Try it:
Would you write out every record that follows exactly, with the pictures left out?

Dataset entries:
● ● ● ● ●

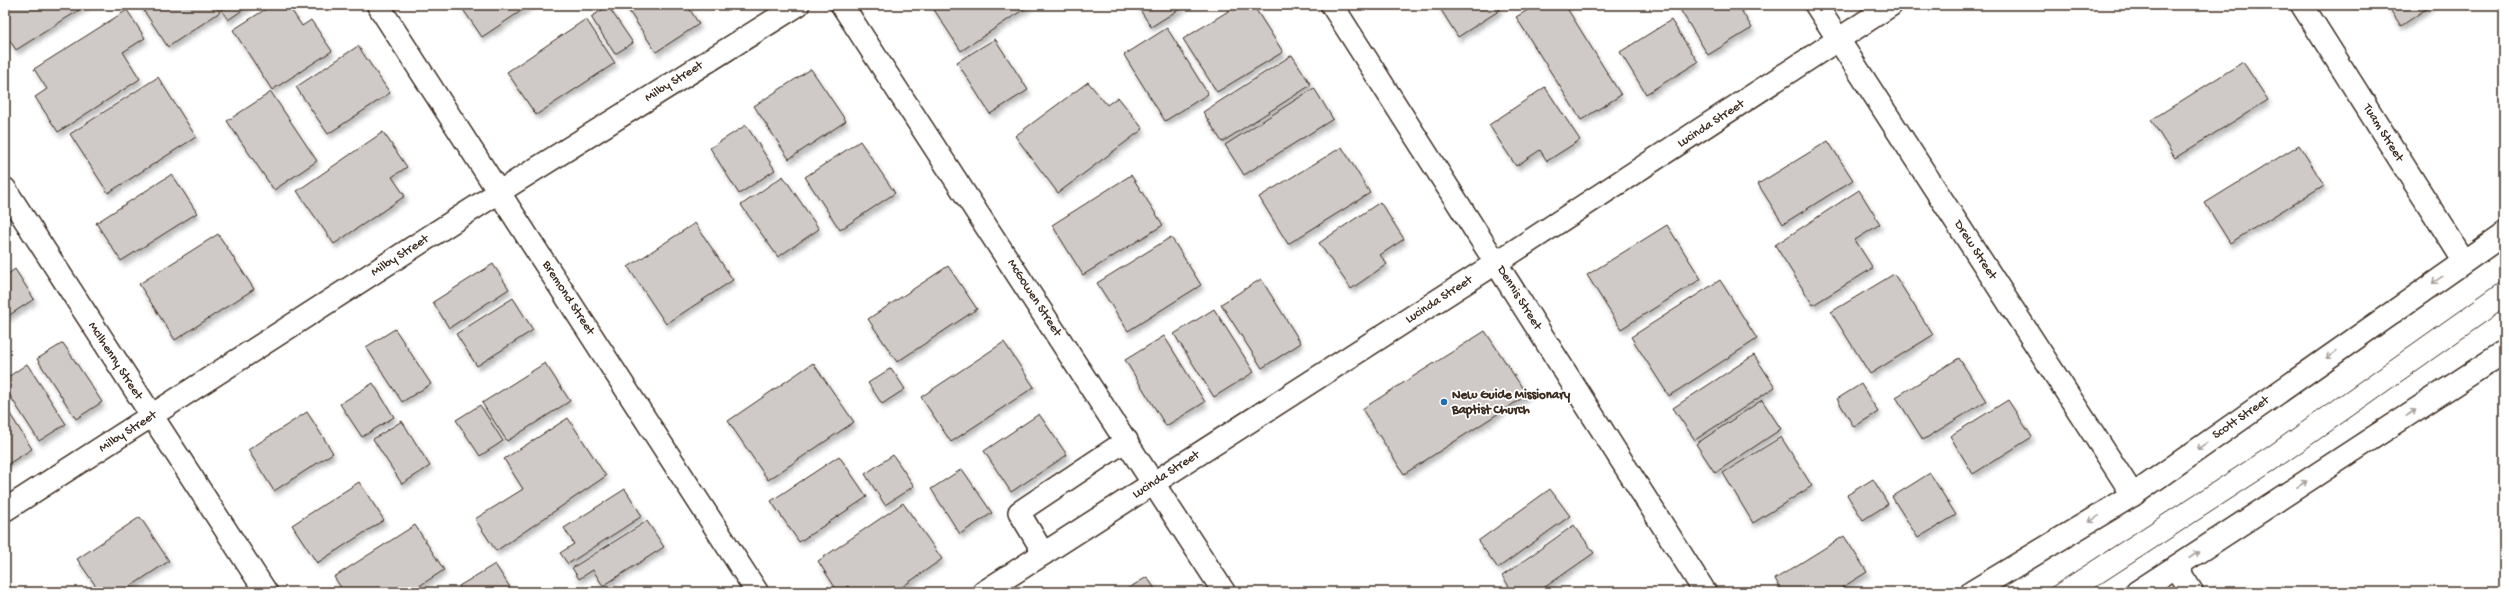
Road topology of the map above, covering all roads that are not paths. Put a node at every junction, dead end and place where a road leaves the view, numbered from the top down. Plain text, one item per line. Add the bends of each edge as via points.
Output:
1 (378, 5) edge
2 (798, 5) edge
3 (842, 5) edge
4 (1332, 5) edge
5 (1816, 5) edge
6 (1891, 5) edge
7 (2302, 5) edge
8 (1839, 40) junction
9 (5, 189) edge
10 (499, 192) junction
11 (2504, 234) edge
12 (2464, 261) junction
13 (1496, 263) junction
14 (2504, 352) edge
15 (151, 417) junction
16 (1126, 440) junction
17 (1154, 483) junction
18 (2133, 495) junction
19 (5, 510) edge
20 (1044, 554) junction
21 (2176, 567) junction
22 (266, 592) edge
23 (757, 592) edge
24 (984, 592) edge
25 (1224, 592) edge
26 (1706, 592) edge
27 (1972, 592) edge
28 (2137, 592) edge
29 (2192, 592) edge

1 - 10 street, Bremond Street
2 - 10 street, Milby Street
3 - 16 street, McGowen Street
4 - 13 street, Dennis Street
5 - 8 street, Drew Street
6 - 8 street, Lucinda Street
7 - 12 street, Tuam Street
8 - 13 street, Lucinda Street
8 - 18 street, Drew Street
9 - 15 street, McIlhenny Street
10 - 15 street, Milby Street
10 - 23 street, Bremond Street
11 - 12 street, Scott Street
12 -> 18 street, Scott Street
13 - 17 street, Lucinda Street
13 - 26 street, Dennis Street
21 -> 14 street
15 - 19 street, Milby Street
15 - 22 street, McIlhenny Street
16 - 17 street, McGowen Street
16 - 20 lane via 1019,512
17 - 20 street, Lucinda Street
17 - 25 street, McGowen Street
18 -> 27 street, Scott Street
20 - 24 street, Lucinda Street
21 - 28 street
21 - 29 street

● ● ● ● ●

Finished exercise:
Road topology of the map above, covering all roads that are not paths. Put a node at every junction, dead end and place where a road leaves the view, numbered from the top down. Plain text, one item per line. Add the bends of each edge as via points.
Output:
1 (378, 5) edge
2 (798, 5) edge
3 (842, 5) edge
4 (1332, 5) edge
5 (1816, 5) edge
6 (1891, 5) edge
7 (2302, 5) edge
8 (1839, 40) junction
9 (5, 189) edge
10 (499, 192) junction
11 (2504, 234) edge
12 (2464, 261) junction
13 (1496, 263) junction
14 (2504, 352) edge
15 (151, 417) junction
16 (1126, 440) junction
17 (1154, 483) junction
18 (2133, 495) junction
19 (5, 510) edge
20 (1044, 554) junction
21 (2176, 567) junction
22 (266, 592) edge
23 (757, 592) edge
24 (984, 592) edge
25 (1224, 592) edge
26 (1706, 592) edge
27 (1972, 592) edge
28 (2137, 592) edge
29 (2192, 592) edge

1 - 10 street, Bremond Street
2 - 10 street, Milby Street
3 - 16 street, McGowen Street
4 - 13 street, Dennis Street
5 - 8 street, Drew Street
6 - 8 street, Lucinda Street
7 - 12 street, Tuam Street
8 - 13 street, Lucinda Street
8 - 18 street, Drew Street
9 - 15 street, McIlhenny Street
10 - 15 street, Milby Street
10 - 23 street, Bremond Street
11 - 12 street, Scott Street
12 -> 18 street, Scott Street
13 - 17 street, Lucinda Street
13 - 26 street, Dennis Street
21 -> 14 street
15 - 19 street, Milby Street
15 - 22 street, McIlhenny Street
16 - 17 street, McGowen Street
16 - 20 lane via 1019,512
17 - 20 street, Lucinda Street
17 - 25 street, McGowen Street
18 -> 27 street, Scott Street
20 - 24 street, Lucinda Street
21 - 28 street
21 - 29 street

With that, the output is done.